* **PROBLEM**: The full listing below must be printed exactly, word for word.

* **SUPPLIED INFORMATION**:
******
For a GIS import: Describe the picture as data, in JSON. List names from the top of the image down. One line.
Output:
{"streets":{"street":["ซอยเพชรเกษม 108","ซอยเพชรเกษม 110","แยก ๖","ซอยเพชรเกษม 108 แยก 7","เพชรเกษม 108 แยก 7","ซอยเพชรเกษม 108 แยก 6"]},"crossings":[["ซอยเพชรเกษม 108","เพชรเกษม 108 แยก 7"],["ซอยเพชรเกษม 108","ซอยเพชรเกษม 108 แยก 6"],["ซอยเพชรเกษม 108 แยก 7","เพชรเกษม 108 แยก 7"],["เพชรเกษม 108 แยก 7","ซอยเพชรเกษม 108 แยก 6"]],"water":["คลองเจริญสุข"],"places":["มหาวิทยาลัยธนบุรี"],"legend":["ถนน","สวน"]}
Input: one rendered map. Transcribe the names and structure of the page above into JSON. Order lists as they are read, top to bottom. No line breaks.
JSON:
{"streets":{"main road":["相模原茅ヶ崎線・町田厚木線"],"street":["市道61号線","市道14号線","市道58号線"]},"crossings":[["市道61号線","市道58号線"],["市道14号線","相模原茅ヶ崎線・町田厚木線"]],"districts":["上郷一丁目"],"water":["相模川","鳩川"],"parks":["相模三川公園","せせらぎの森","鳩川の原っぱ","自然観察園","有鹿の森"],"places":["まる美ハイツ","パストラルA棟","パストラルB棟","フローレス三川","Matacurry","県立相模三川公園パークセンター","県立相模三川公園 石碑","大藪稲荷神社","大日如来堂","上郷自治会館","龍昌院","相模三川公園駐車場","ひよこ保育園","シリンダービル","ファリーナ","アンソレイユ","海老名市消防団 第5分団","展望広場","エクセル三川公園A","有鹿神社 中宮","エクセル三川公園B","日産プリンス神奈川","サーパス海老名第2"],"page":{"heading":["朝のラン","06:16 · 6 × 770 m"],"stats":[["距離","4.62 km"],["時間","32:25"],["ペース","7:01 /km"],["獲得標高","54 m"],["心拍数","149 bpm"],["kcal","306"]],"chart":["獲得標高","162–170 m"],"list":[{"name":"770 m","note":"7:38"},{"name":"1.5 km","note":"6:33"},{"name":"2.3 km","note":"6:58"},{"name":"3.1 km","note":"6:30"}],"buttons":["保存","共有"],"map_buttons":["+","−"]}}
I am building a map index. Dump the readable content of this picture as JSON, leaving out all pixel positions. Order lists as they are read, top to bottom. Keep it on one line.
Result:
******
* **TASK ANSWER**:
For a GIS import: Describe the picture as data, in JSON. List names from the top of the image down. One line.
Output:
{"streets":{"street":["ซอยเพชรเกษม 108","ซอยเพชรเกษม 110","แยก ๖","ซอยเพชรเกษม 108 แยก 7","เพชรเกษม 108 แยก 7","ซอยเพชรเกษม 108 แยก 6"]},"crossings":[["ซอยเพชรเกษม 108","เพชรเกษม 108 แยก 7"],["ซอยเพชรเกษม 108","ซอยเพชรเกษม 108 แยก 6"],["ซอยเพชรเกษม 108 แยก 7","เพชรเกษม 108 แยก 7"],["เพชรเกษม 108 แยก 7","ซอยเพชรเกษม 108 แยก 6"]],"water":["คลองเจริญสุข"],"places":["มหาวิทยาลัยธนบุรี"],"legend":["ถนน","สวน"]}
Input: one rendered map. Transcribe the names and structure of the page above into JSON. Order lists as they are read, top to bottom. No line breaks.
JSON:
{"streets":{"main road":["相模原茅ヶ崎線・町田厚木線"],"street":["市道61号線","市道14号線","市道58号線"]},"crossings":[["市道61号線","市道58号線"],["市道14号線","相模原茅ヶ崎線・町田厚木線"]],"districts":["上郷一丁目"],"water":["相模川","鳩川"],"parks":["相模三川公園","せせらぎの森","鳩川の原っぱ","自然観察園","有鹿の森"],"places":["まる美ハイツ","パストラルA棟","パストラルB棟","フローレス三川","Matacurry","県立相模三川公園パークセンター","県立相模三川公園 石碑","大藪稲荷神社","大日如来堂","上郷自治会館","龍昌院","相模三川公園駐車場","ひよこ保育園","シリンダービル","ファリーナ","アンソレイユ","海老名市消防団 第5分団","展望広場","エクセル三川公園A","有鹿神社 中宮","エクセル三川公園B","日産プリンス神奈川","サーパス海老名第2"],"page":{"heading":["朝のラン","06:16 · 6 × 770 m"],"stats":[["距離","4.62 km"],["時間","32:25"],["ペース","7:01 /km"],["獲得標高","54 m"],["心拍数","149 bpm"],["kcal","306"]],"chart":["獲得標高","162–170 m"],"list":[{"name":"770 m","note":"7:38"},{"name":"1.5 km","note":"6:33"},{"name":"2.3 km","note":"6:58"},{"name":"3.1 km","note":"6:30"}],"buttons":["保存","共有"],"map_buttons":["+","−"]}}
I am building a map index. Dump the readable content of this picture as JSON, leaving out all pixel positions. Order lists as they are read, top to bottom. Keep it on one line.
Result:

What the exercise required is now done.